Problem statement: Reproduce each entry exactly as it reads. Leave the images out.

(Stored data entries)
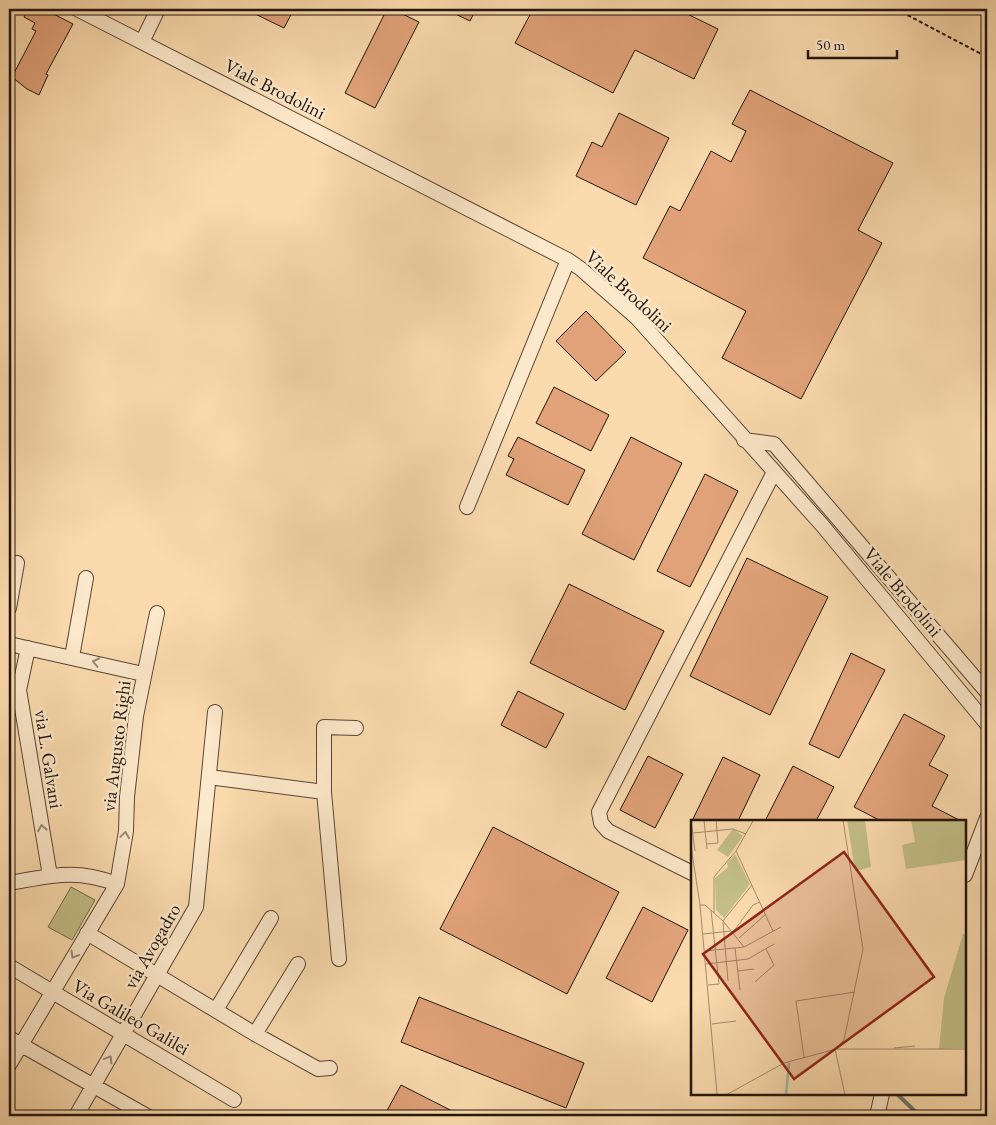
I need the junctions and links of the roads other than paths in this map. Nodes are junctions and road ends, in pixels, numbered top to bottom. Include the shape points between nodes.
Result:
1 (77, 9) edge
2 (158, 9) edge
3 (142, 42) junction
4 (568, 260) junction
5 (744, 440) junction
6 (774, 472) junction
7 (467, 507) dead end
8 (17, 563) dead end
9 (86, 578) dead end
10 (9, 608) edge
11 (156, 613) dead end
12 (9, 644) edge
13 (28, 648) junction
14 (72, 657) junction
15 (144, 674) junction
16 (987, 692) edge
17 (215, 712) dead end
18 (986, 719) edge
19 (356, 728) dead end
20 (209, 777) junction
21 (324, 792) junction
22 (987, 818) edge
23 (966, 872) edge
24 (691, 873) edge
25 (50, 876) junction
26 (9, 882) edge
27 (117, 884) junction
28 (270, 918) dead end
29 (87, 933) junction
30 (339, 959) dead end
31 (298, 964) dead end
32 (9, 966) edge
33 (157, 975) junction
34 (52, 992) junction
35 (216, 1010) junction
36 (256, 1034) junction
37 (124, 1035) junction
38 (15, 1041) edge
39 (9, 1065) edge
40 (330, 1068) dead end
41 (93, 1086) junction
42 (882, 1095) edge
43 (234, 1100) dead end
44 (76, 1116) edge
45 (147, 1116) edge
46 (877, 1116) edge

1 - 3 street, Viale Brodolini
2 - 3 street
3 - 4 street, Viale Brodolini
4 - 5 street, Viale Brodolini via 636,318
4 - 7 street
5 - 6 street, Viale Brodolini
5 - 16 street via 774,444
6 - 18 street, Viale Brodolini
6 - 24 street via 599,812 601,823 608,832
8 - 10 street
9 - 14 street
11 - 15 street, via Augusto Righi
12 - 13 street
13 - 14 street
25 -> 13 street, via L. Galvani via 19,690
15 -> 14 street
27 -> 15 street, via Augusto Righi via 126,831 126,797 136,716
17 - 20 street, via Avogadro
19 - 21 street via 324,727
20 - 21 street
20 - 33 street, via Avogadro via 196,907
21 - 30 street
22 - 23 street
25 - 26 street
25 - 27 street via 65,873 96,876
27 - 29 street
28 - 35 street
29 - 33 street
29 -> 34 street
31 - 36 street
32 - 34 street, Via Galileo Galilei
33 - 35 street
33 - 37 street, via Avogadro
34 - 37 street, Via Galileo Galilei
34 - 38 street
35 - 36 street
36 - 40 street via 318,1069
41 -> 37 street, via Avogadro
37 - 43 street, Via Galileo Galilei
38 - 39 street
38 - 41 street
41 - 44 street, via Avogadro
41 - 45 street
42 - 46 street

Result of this exercise:
I need the junctions and links of the roads other than paths in this map. Nodes are junctions and road ends, in pixels, numbered top to bottom. Include the shape points between nodes.
Result:
1 (77, 9) edge
2 (158, 9) edge
3 (142, 42) junction
4 (568, 260) junction
5 (744, 440) junction
6 (774, 472) junction
7 (467, 507) dead end
8 (17, 563) dead end
9 (86, 578) dead end
10 (9, 608) edge
11 (156, 613) dead end
12 (9, 644) edge
13 (28, 648) junction
14 (72, 657) junction
15 (144, 674) junction
16 (987, 692) edge
17 (215, 712) dead end
18 (986, 719) edge
19 (356, 728) dead end
20 (209, 777) junction
21 (324, 792) junction
22 (987, 818) edge
23 (966, 872) edge
24 (691, 873) edge
25 (50, 876) junction
26 (9, 882) edge
27 (117, 884) junction
28 (270, 918) dead end
29 (87, 933) junction
30 (339, 959) dead end
31 (298, 964) dead end
32 (9, 966) edge
33 (157, 975) junction
34 (52, 992) junction
35 (216, 1010) junction
36 (256, 1034) junction
37 (124, 1035) junction
38 (15, 1041) edge
39 (9, 1065) edge
40 (330, 1068) dead end
41 (93, 1086) junction
42 (882, 1095) edge
43 (234, 1100) dead end
44 (76, 1116) edge
45 (147, 1116) edge
46 (877, 1116) edge

1 - 3 street, Viale Brodolini
2 - 3 street
3 - 4 street, Viale Brodolini
4 - 5 street, Viale Brodolini via 636,318
4 - 7 street
5 - 6 street, Viale Brodolini
5 - 16 street via 774,444
6 - 18 street, Viale Brodolini
6 - 24 street via 599,812 601,823 608,832
8 - 10 street
9 - 14 street
11 - 15 street, via Augusto Righi
12 - 13 street
13 - 14 street
25 -> 13 street, via L. Galvani via 19,690
15 -> 14 street
27 -> 15 street, via Augusto Righi via 126,831 126,797 136,716
17 - 20 street, via Avogadro
19 - 21 street via 324,727
20 - 21 street
20 - 33 street, via Avogadro via 196,907
21 - 30 street
22 - 23 street
25 - 26 street
25 - 27 street via 65,873 96,876
27 - 29 street
28 - 35 street
29 - 33 street
29 -> 34 street
31 - 36 street
32 - 34 street, Via Galileo Galilei
33 - 35 street
33 - 37 street, via Avogadro
34 - 37 street, Via Galileo Galilei
34 - 38 street
35 - 36 street
36 - 40 street via 318,1069
41 -> 37 street, via Avogadro
37 - 43 street, Via Galileo Galilei
38 - 39 street
38 - 41 street
41 - 44 street, via Avogadro
41 - 45 street
42 - 46 street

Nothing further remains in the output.